Brice and Beth Keith have gone to the Oaks Mall nearly every day for years. But the couple hasn’t spent a penny on merchandise. In fact, they haven’t even entered a store.
Instead, they go to the Oaks Mall each morning before shops open simply to walk laps. They walk twice around the mall, which equals around 1.6 miles.
Brice, 67, and Beth, 65, have found this to be a free and comfortable way to keep themselves in shape.
“It’s cooler in the summer and warmer in the winter,” Brice said.
Mall walking is a nationwide hobby, whose participants are most often folks who have retired. Malls usually open their doors about an hour before shops open to allow the public to walk around. It is a source of exercise in a comfortable and secure area, according to the CDC.
Upon request, the Oaks Mall provides walkers with a map showcasing various walking routes of a quarter mile, three-quarters of a mile, and 1 mile, according to its website.

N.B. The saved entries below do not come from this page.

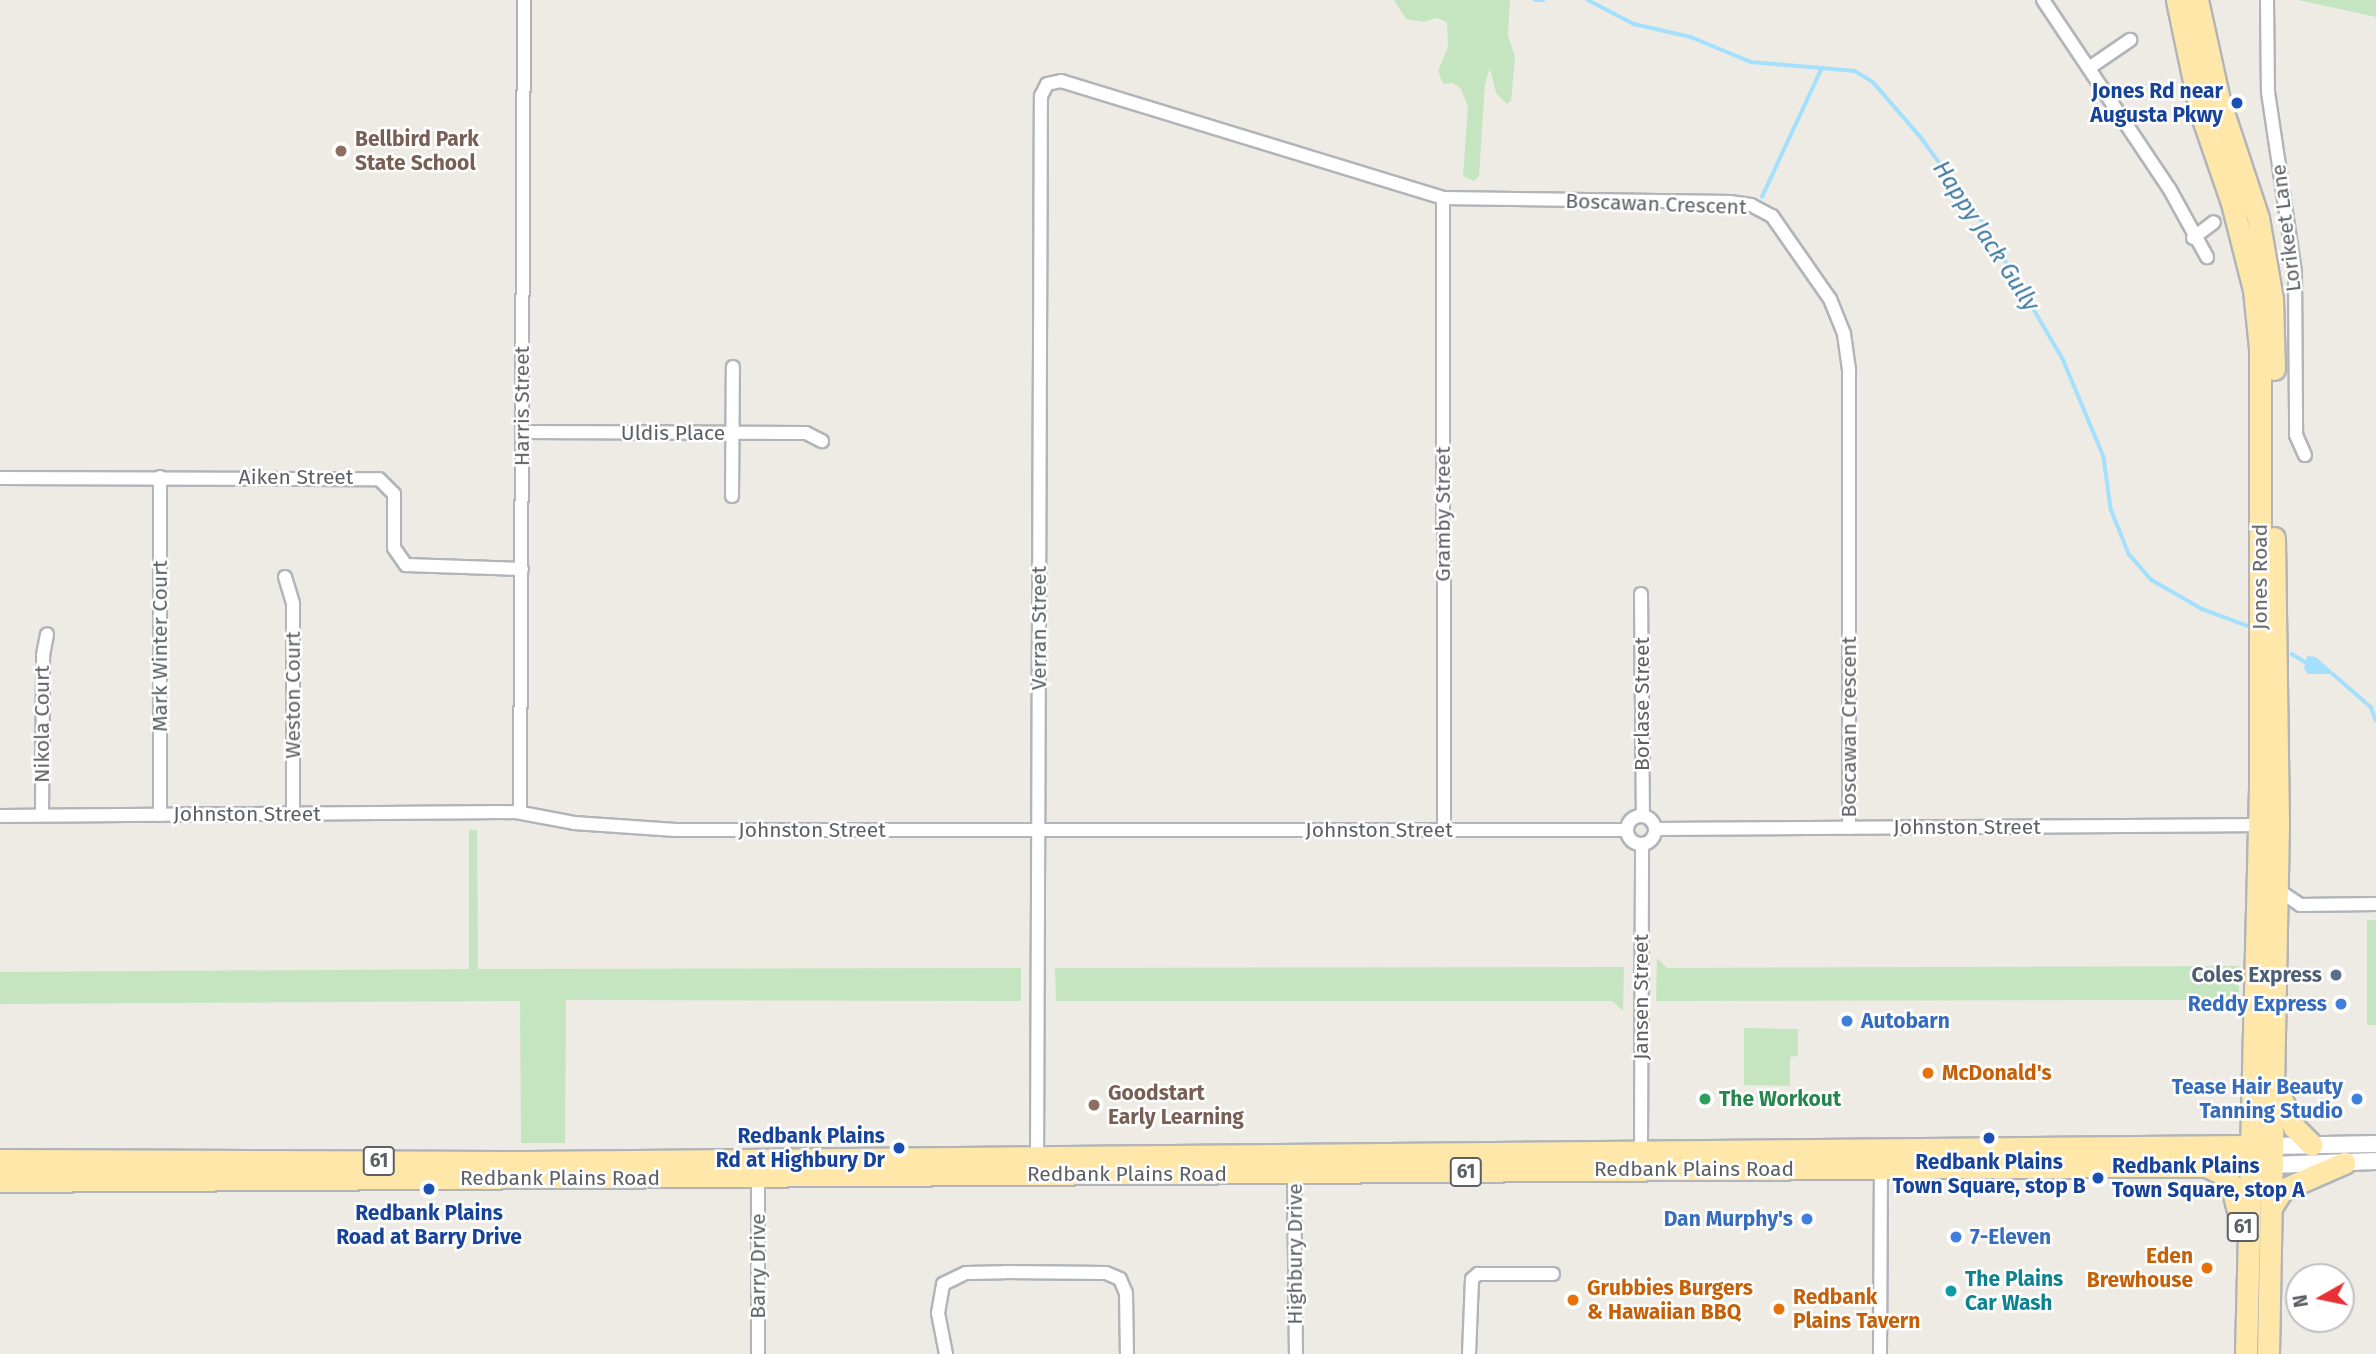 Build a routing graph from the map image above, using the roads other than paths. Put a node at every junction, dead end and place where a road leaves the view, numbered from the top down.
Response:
1 (524, 0) edge
2 (2043, 0) edge
3 (2197, 0) edge
4 (2267, 0) edge
5 (2176, 4) edge
6 (2130, 40) dead end
7 (2089, 68) junction
8 (1047, 84) joint
9 (1443, 198) junction
10 (2214, 222) dead end
11 (2193, 238) junction
12 (2207, 257) dead end
13 (733, 367) dead end
14 (522, 432) junction
15 (733, 433) junction
16 (822, 441) dead end
17 (2305, 454) dead end
18 (160, 477) junction
19 (0, 478) edge
20 (733, 496) dead end
21 (522, 569) junction
22 (285, 577) dead end
23 (1641, 594) dead end
24 (47, 634) dead end
25 (520, 812) junction
26 (293, 814) junction
27 (42, 815) junction
28 (160, 815) junction
29 (1643, 815) junction
30 (0, 816) edge
31 (2269, 825) junction
32 (1849, 828) junction
33 (1444, 830) junction
34 (1626, 830) junction
35 (1656, 830) junction
36 (1038, 831) junction
37 (1642, 844) junction
38 (2278, 890) junction
39 (2376, 904) edge
40 (2300, 905) junction
41 (2276, 919) junction
42 (2273, 1078) junction
43 (2376, 1144) edge
44 (2312, 1145) junction
45 (1980, 1146) junction
46 (1294, 1154) junction
47 (2263, 1156) junction
48 (1881, 1158) junction
49 (1639, 1159) junction
50 (0, 1160) edge
51 (2376, 1161) edge
52 (2344, 1163) junction
53 (1037, 1165) junction
54 (2206, 1166) junction
55 (2067, 1167) junction
56 (1294, 1175) junction
57 (758, 1177) junction
58 (0, 1181) edge
59 (2272, 1206) junction
60 (1553, 1274) dead end
61 (2249, 1304) junction
62 (758, 1354) edge
63 (946, 1354) edge
64 (1126, 1354) edge
65 (1296, 1354) edge
66 (1469, 1354) edge
67 (1880, 1354) edge
68 (2246, 1354) edge
69 (2268, 1354) edge

1 - 14 street, Harris Street
2 - 7 street
3 - 31 main road, Jones Road
4 - 17 street, Lorikeet Lane
5 - 31 main road, Jones Road
6 - 7 street
7 - 11 street
8 - 9 street, Boscawan Crescent
8 - 36 street, Verran Street
9 - 32 street, Boscawan Crescent
9 - 33 street, Gramby Street
10 - 11 street
11 - 12 street
13 - 15 street
14 - 15 street, Uldis Place
14 - 21 street, Harris Street
15 - 16 street, Uldis Place
15 - 20 street
18 - 19 street, Aiken Street
18 - 21 street, Aiken Street
18 - 28 street, Mark Winter Court
21 - 25 street, Harris Street
22 - 26 street, Weston Court
23 - 29 street, Borlase Street
24 - 27 street, Nikola Court
25 - 26 street, Johnston Street
25 - 36 street, Johnston Street
26 - 28 street, Johnston Street
27 - 28 street, Johnston Street
27 - 30 street, Johnston Street
29 - 34 street
29 - 35 street
31 - 32 street, Johnston Street
31 - 38 main road, Jones Road
31 - 47 main road, Jones Road
32 - 35 street, Johnston Street
33 - 34 street, Johnston Street
33 - 36 street, Johnston Street
34 - 37 street
35 - 37 street
36 - 53 street, Verran Street
37 - 49 street, Jansen Street
38 - 40 street
38 - 41 main road, Jones Road
39 - 40 street
40 - 41 street
41 - 42 main road, Jones Road
42 - 44 main road
42 - 47 main road, Jones Road
43 - 44 street
44 - 47 street
45 - 47 main road, Redbank Plains Road / 61
45 - 48 main road, Redbank Plains Road / 61
45 - 55 main road
46 - 49 main road, Redbank Plains Road / 61
46 - 53 main road, Redbank Plains Road / 61
46 - 56 street, Highbury Drive
47 - 52 street
47 - 54 main road, Redbank Plains Road / 61
47 - 59 main road, 61
47 - 61 main road, 61
48 - 49 main road, Redbank Plains Road / 61
48 - 55 main road, Redbank Plains Road / 61
48 - 67 street
49 - 56 main road, Redbank Plains Road / 61
50 - 53 main road, Redbank Plains Road / 61
51 - 52 street
52 - 59 main road
53 - 56 main road, Redbank Plains Road / 61
53 - 57 main road, Redbank Plains Road / 61
54 - 55 main road, Redbank Plains Road / 61
54 - 61 main road, 61
56 - 65 street, Highbury Drive
57 - 58 main road, Redbank Plains Road / 61
57 - 62 street, Barry Drive
59 - 69 main road, 61
60 - 66 street
61 - 68 main road, 61
63 - 64 street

Gainesville, popularly nicknamed “Rainesville,” is known to have frequent storms that prevent people from regularly walking outside. Flooded gutters, puddles, and muddy pathways are not a concern when walking inside the mall.
“You should have come here last week,” Beth said. “It was so cold, everyone was in here.”
Other walkers said they enjoy their morning walks in the Oaks Mall because they don’t have to worry about large crowds. In the wake of the COVID-19 pandemic, many still don’t feel comfortable in crowded spaces.
In the time before the mall opens, the only people inside are mall employees setting up, security guards, and mall walkers.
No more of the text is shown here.